O Povo do Município de Belo Horizonte, por seus representantes,
decreta e eu sanciono a seguinte Lei:
Art. 1º - Fica o Poder Executivo autorizado a conceder, observadas
as condições fixadas nesta lei e em regulamento específico,
descontos para pagamento de créditos em favor do Município, vencidos
até 31 de dezembro de 2013, da seguinte forma:
I - para pagamento integral e à vista:
a) desconto de 90% (noventa por cento) sobre o valor das multas
moratórias e dos juros de mora, em até 30 (trinta) dias contados da
regulamentação desta lei;
b) desconto de 85% (oitenta e cinco por cento) sobre o valor das
multas moratórias e dos juros de mora, em até 60 (sessenta) dias
contados da regulamentação desta lei;
c) desconto de 80% (oitenta por cento) sobre o valor das multas
moratórias e dos juros de mora, em até 90 (noventa) dias contados da
regulamentação desta lei;
II - para pagamento parcelado:
a) desconto de 70% (setenta por cento) sobre o valor das multas
moratórias e dos juros de mora, para pagamento em até 12 (doze)
parcelas mensais;
b) desconto de 60% (sessenta por cento) sobre o valor das multas
moratórias e dos juros de mora, para pagamento de 13 (treze) até 24
(vinte e quatro) parcelas mensais;
c) desconto de 50% (cinquenta por cento) sobre o valor das multas
moratórias e dos juros de mora, para pagamento de 25 (vinte e cinco)
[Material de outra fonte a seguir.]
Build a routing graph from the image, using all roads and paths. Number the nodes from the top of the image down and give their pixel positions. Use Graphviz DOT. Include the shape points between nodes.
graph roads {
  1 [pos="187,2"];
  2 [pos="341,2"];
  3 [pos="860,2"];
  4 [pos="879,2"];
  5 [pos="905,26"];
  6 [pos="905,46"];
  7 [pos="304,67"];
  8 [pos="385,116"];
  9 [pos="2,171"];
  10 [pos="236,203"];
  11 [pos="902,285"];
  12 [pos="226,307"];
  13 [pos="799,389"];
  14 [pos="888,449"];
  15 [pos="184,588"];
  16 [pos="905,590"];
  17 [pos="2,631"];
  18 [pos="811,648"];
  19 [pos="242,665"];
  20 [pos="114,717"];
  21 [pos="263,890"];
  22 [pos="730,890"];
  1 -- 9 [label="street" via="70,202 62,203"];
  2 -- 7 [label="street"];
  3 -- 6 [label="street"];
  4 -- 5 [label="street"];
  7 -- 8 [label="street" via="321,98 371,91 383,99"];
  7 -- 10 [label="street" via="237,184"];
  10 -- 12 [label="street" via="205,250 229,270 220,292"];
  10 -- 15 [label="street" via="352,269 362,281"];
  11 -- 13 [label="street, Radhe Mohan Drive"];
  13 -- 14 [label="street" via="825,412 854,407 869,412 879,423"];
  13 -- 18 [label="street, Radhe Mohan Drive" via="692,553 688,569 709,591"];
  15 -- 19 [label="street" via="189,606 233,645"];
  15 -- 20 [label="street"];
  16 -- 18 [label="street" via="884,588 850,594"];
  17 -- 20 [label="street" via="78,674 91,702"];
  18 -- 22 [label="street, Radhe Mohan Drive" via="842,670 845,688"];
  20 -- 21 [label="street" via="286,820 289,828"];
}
até 36 (trinta e seis) parcelas mensais;
d) desconto de 40% (quarenta por cento) sobre o valor das multas
moratórias e dos juros de mora, para pagamento de 37 (trinta e sete)
até 84 (oitenta e quatro) parcelas mensais.
§ 1º - As pessoas jurídicas de direito privado, sem fins lucrativos,
poderão parcelar a dívida em até 120 (cento e vinte) parcelas
mensais, com redução de 90% (noventa por cento) das multas
moratórias e dos juros de mora.
§ 2º - Para efeitos desta lei, considera-se pessoa jurídica de
direito privado, sem fins lucrativos, aquela que, constituída desta
forma, não distribuir qualquer parcela de seu patrimônio ou de suas
rendas, a qualquer título, aplicar integralmente, no País, os seus
recursos na manutenção de seus objetivos institucionais e manter
escrituração de suas receitas e despesas em livros revestidos de
formalidades capazes de assegurar sua exatidão.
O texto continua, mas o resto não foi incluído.